### DIRECTIONS FOR THIS TASK
Please reproduce the data exactly, excluding any pictures it contains.

* * *

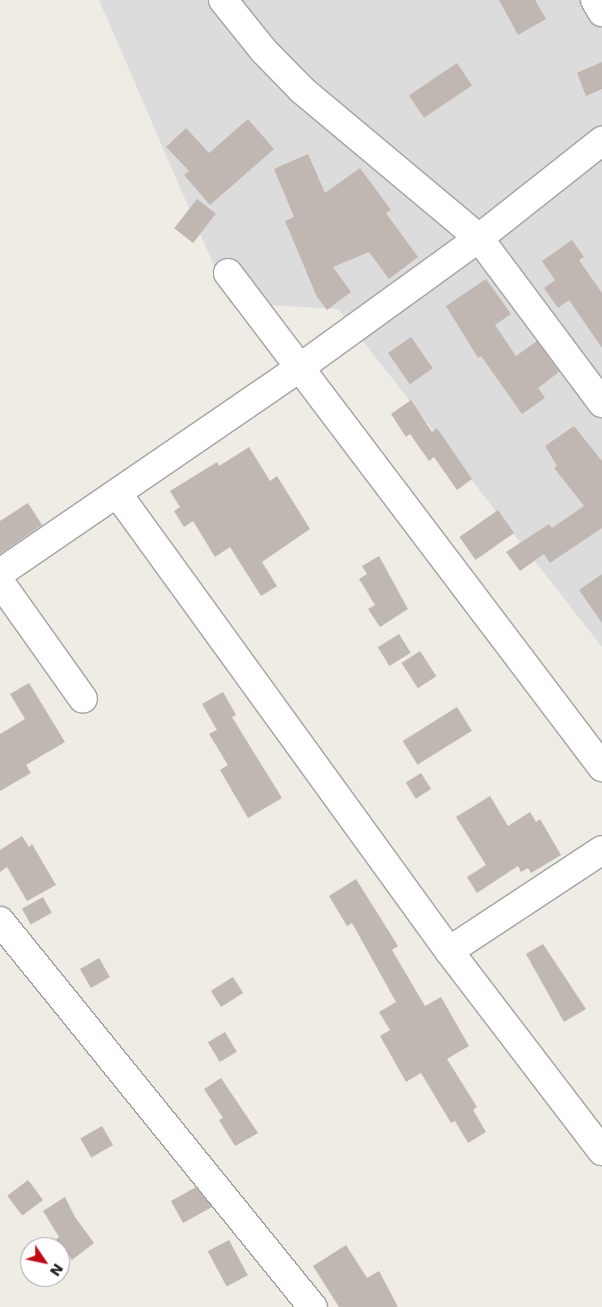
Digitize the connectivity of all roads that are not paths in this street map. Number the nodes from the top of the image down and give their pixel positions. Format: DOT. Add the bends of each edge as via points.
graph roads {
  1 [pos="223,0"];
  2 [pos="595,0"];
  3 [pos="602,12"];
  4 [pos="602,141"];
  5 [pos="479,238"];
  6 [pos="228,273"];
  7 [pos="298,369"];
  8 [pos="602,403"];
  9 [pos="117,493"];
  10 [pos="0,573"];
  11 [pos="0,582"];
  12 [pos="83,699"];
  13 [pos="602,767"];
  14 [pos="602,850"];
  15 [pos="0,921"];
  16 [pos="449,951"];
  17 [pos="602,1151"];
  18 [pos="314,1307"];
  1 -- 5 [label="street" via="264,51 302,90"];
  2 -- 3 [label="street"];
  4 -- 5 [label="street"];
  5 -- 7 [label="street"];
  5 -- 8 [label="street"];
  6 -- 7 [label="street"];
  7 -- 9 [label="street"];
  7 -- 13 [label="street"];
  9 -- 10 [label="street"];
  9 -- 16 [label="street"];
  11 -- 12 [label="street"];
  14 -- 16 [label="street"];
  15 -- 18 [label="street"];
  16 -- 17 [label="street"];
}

* * *

### RESPONSE BOX
Digitize the connectivity of all roads that are not paths in this street map. Number the nodes from the top of the image down and give their pixel positions. Format: DOT. Add the bends of each edge as via points.
graph roads {
  1 [pos="223,0"];
  2 [pos="595,0"];
  3 [pos="602,12"];
  4 [pos="602,141"];
  5 [pos="479,238"];
  6 [pos="228,273"];
  7 [pos="298,369"];
  8 [pos="602,403"];
  9 [pos="117,493"];
  10 [pos="0,573"];
  11 [pos="0,582"];
  12 [pos="83,699"];
  13 [pos="602,767"];
  14 [pos="602,850"];
  15 [pos="0,921"];
  16 [pos="449,951"];
  17 [pos="602,1151"];
  18 [pos="314,1307"];
  1 -- 5 [label="street" via="264,51 302,90"];
  2 -- 3 [label="street"];
  4 -- 5 [label="street"];
  5 -- 7 [label="street"];
  5 -- 8 [label="street"];
  6 -- 7 [label="street"];
  7 -- 9 [label="street"];
  7 -- 13 [label="street"];
  9 -- 10 [label="street"];
  9 -- 16 [label="street"];
  11 -- 12 [label="street"];
  14 -- 16 [label="street"];
  15 -- 18 [label="street"];
  16 -- 17 [label="street"];
}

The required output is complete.